----- Available data -----

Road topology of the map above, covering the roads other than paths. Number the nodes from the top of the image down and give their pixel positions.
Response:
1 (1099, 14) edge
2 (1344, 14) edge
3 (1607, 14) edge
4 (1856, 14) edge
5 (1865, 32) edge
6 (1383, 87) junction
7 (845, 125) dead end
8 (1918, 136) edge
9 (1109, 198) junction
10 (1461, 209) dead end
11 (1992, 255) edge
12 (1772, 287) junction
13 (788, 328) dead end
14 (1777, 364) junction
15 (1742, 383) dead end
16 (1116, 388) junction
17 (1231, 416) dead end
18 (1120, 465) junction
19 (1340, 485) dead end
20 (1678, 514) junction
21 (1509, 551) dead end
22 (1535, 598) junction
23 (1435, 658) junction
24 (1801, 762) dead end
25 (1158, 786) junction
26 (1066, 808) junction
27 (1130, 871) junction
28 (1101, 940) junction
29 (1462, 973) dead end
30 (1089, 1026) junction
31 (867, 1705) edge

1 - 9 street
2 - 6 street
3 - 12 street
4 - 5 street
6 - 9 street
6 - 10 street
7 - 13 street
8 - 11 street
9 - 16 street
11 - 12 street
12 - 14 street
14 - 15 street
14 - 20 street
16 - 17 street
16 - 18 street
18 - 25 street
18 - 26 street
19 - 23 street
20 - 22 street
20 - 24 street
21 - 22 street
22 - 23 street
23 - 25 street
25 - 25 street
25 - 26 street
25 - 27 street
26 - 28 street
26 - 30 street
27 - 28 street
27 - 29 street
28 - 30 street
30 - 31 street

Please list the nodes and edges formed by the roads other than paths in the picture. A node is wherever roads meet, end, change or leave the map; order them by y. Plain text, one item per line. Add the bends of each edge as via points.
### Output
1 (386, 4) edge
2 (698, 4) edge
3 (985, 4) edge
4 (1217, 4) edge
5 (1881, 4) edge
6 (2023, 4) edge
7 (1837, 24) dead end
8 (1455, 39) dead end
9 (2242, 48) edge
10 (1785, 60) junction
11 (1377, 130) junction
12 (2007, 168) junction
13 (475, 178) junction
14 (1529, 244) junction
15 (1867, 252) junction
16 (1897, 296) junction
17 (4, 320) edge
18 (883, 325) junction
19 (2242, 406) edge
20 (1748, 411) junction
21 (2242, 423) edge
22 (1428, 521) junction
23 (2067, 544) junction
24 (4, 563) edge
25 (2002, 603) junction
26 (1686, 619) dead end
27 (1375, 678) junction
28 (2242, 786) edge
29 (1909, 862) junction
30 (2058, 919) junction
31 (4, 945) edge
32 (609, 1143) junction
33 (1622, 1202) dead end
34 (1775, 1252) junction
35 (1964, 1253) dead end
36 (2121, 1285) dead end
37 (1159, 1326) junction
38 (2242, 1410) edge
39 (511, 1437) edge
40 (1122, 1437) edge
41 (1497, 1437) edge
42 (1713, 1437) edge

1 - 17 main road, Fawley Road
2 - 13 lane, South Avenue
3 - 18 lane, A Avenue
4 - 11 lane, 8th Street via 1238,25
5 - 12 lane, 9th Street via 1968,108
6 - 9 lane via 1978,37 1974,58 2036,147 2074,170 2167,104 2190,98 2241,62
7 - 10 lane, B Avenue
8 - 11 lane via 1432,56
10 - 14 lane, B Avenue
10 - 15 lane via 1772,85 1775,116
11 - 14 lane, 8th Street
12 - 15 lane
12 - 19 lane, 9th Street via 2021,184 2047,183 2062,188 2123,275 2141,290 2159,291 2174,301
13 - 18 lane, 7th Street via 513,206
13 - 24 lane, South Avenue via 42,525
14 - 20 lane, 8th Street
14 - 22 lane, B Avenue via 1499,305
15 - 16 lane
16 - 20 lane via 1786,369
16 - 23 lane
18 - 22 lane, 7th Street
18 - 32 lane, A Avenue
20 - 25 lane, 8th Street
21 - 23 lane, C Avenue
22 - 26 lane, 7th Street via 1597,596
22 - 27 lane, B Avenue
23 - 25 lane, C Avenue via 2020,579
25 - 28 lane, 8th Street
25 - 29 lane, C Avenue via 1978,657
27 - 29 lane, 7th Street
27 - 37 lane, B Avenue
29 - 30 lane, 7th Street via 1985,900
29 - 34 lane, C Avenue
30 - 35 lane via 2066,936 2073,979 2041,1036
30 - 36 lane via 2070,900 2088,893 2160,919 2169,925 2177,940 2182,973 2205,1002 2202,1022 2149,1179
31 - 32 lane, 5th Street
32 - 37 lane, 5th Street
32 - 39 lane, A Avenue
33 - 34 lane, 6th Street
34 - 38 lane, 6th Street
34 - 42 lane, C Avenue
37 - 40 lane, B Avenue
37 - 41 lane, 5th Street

-----

* Exercise description *
Could you transcribe the records in full, exactly?

* Exercise output *
Road topology of the map above, covering the roads other than paths. Number the nodes from the top of the image down and give their pixel positions.
Response:
1 (1099, 14) edge
2 (1344, 14) edge
3 (1607, 14) edge
4 (1856, 14) edge
5 (1865, 32) edge
6 (1383, 87) junction
7 (845, 125) dead end
8 (1918, 136) edge
9 (1109, 198) junction
10 (1461, 209) dead end
11 (1992, 255) edge
12 (1772, 287) junction
13 (788, 328) dead end
14 (1777, 364) junction
15 (1742, 383) dead end
16 (1116, 388) junction
17 (1231, 416) dead end
18 (1120, 465) junction
19 (1340, 485) dead end
20 (1678, 514) junction
21 (1509, 551) dead end
22 (1535, 598) junction
23 (1435, 658) junction
24 (1801, 762) dead end
25 (1158, 786) junction
26 (1066, 808) junction
27 (1130, 871) junction
28 (1101, 940) junction
29 (1462, 973) dead end
30 (1089, 1026) junction
31 (867, 1705) edge

1 - 9 street
2 - 6 street
3 - 12 street
4 - 5 street
6 - 9 street
6 - 10 street
7 - 13 street
8 - 11 street
9 - 16 street
11 - 12 street
12 - 14 street
14 - 15 street
14 - 20 street
16 - 17 street
16 - 18 street
18 - 25 street
18 - 26 street
19 - 23 street
20 - 22 street
20 - 24 street
21 - 22 street
22 - 23 street
23 - 25 street
25 - 25 street
25 - 26 street
25 - 27 street
26 - 28 street
26 - 30 street
27 - 28 street
27 - 29 street
28 - 30 street
30 - 31 street

Please list the nodes and edges formed by the roads other than paths in the picture. A node is wherever roads meet, end, change or leave the map; order them by y. Plain text, one item per line. Add the bends of each edge as via points.
### Output
1 (386, 4) edge
2 (698, 4) edge
3 (985, 4) edge
4 (1217, 4) edge
5 (1881, 4) edge
6 (2023, 4) edge
7 (1837, 24) dead end
8 (1455, 39) dead end
9 (2242, 48) edge
10 (1785, 60) junction
11 (1377, 130) junction
12 (2007, 168) junction
13 (475, 178) junction
14 (1529, 244) junction
15 (1867, 252) junction
16 (1897, 296) junction
17 (4, 320) edge
18 (883, 325) junction
19 (2242, 406) edge
20 (1748, 411) junction
21 (2242, 423) edge
22 (1428, 521) junction
23 (2067, 544) junction
24 (4, 563) edge
25 (2002, 603) junction
26 (1686, 619) dead end
27 (1375, 678) junction
28 (2242, 786) edge
29 (1909, 862) junction
30 (2058, 919) junction
31 (4, 945) edge
32 (609, 1143) junction
33 (1622, 1202) dead end
34 (1775, 1252) junction
35 (1964, 1253) dead end
36 (2121, 1285) dead end
37 (1159, 1326) junction
38 (2242, 1410) edge
39 (511, 1437) edge
40 (1122, 1437) edge
41 (1497, 1437) edge
42 (1713, 1437) edge

1 - 17 main road, Fawley Road
2 - 13 lane, South Avenue
3 - 18 lane, A Avenue
4 - 11 lane, 8th Street via 1238,25
5 - 12 lane, 9th Street via 1968,108
6 - 9 lane via 1978,37 1974,58 2036,147 2074,170 2167,104 2190,98 2241,62
7 - 10 lane, B Avenue
8 - 11 lane via 1432,56
10 - 14 lane, B Avenue
10 - 15 lane via 1772,85 1775,116
11 - 14 lane, 8th Street
12 - 15 lane
12 - 19 lane, 9th Street via 2021,184 2047,183 2062,188 2123,275 2141,290 2159,291 2174,301
13 - 18 lane, 7th Street via 513,206
13 - 24 lane, South Avenue via 42,525
14 - 20 lane, 8th Street
14 - 22 lane, B Avenue via 1499,305
15 - 16 lane
16 - 20 lane via 1786,369
16 - 23 lane
18 - 22 lane, 7th Street
18 - 32 lane, A Avenue
20 - 25 lane, 8th Street
21 - 23 lane, C Avenue
22 - 26 lane, 7th Street via 1597,596
22 - 27 lane, B Avenue
23 - 25 lane, C Avenue via 2020,579
25 - 28 lane, 8th Street
25 - 29 lane, C Avenue via 1978,657
27 - 29 lane, 7th Street
27 - 37 lane, B Avenue
29 - 30 lane, 7th Street via 1985,900
29 - 34 lane, C Avenue
30 - 35 lane via 2066,936 2073,979 2041,1036
30 - 36 lane via 2070,900 2088,893 2160,919 2169,925 2177,940 2182,973 2205,1002 2202,1022 2149,1179
31 - 32 lane, 5th Street
32 - 37 lane, 5th Street
32 - 39 lane, A Avenue
33 - 34 lane, 6th Street
34 - 38 lane, 6th Street
34 - 42 lane, C Avenue
37 - 40 lane, B Avenue
37 - 41 lane, 5th Street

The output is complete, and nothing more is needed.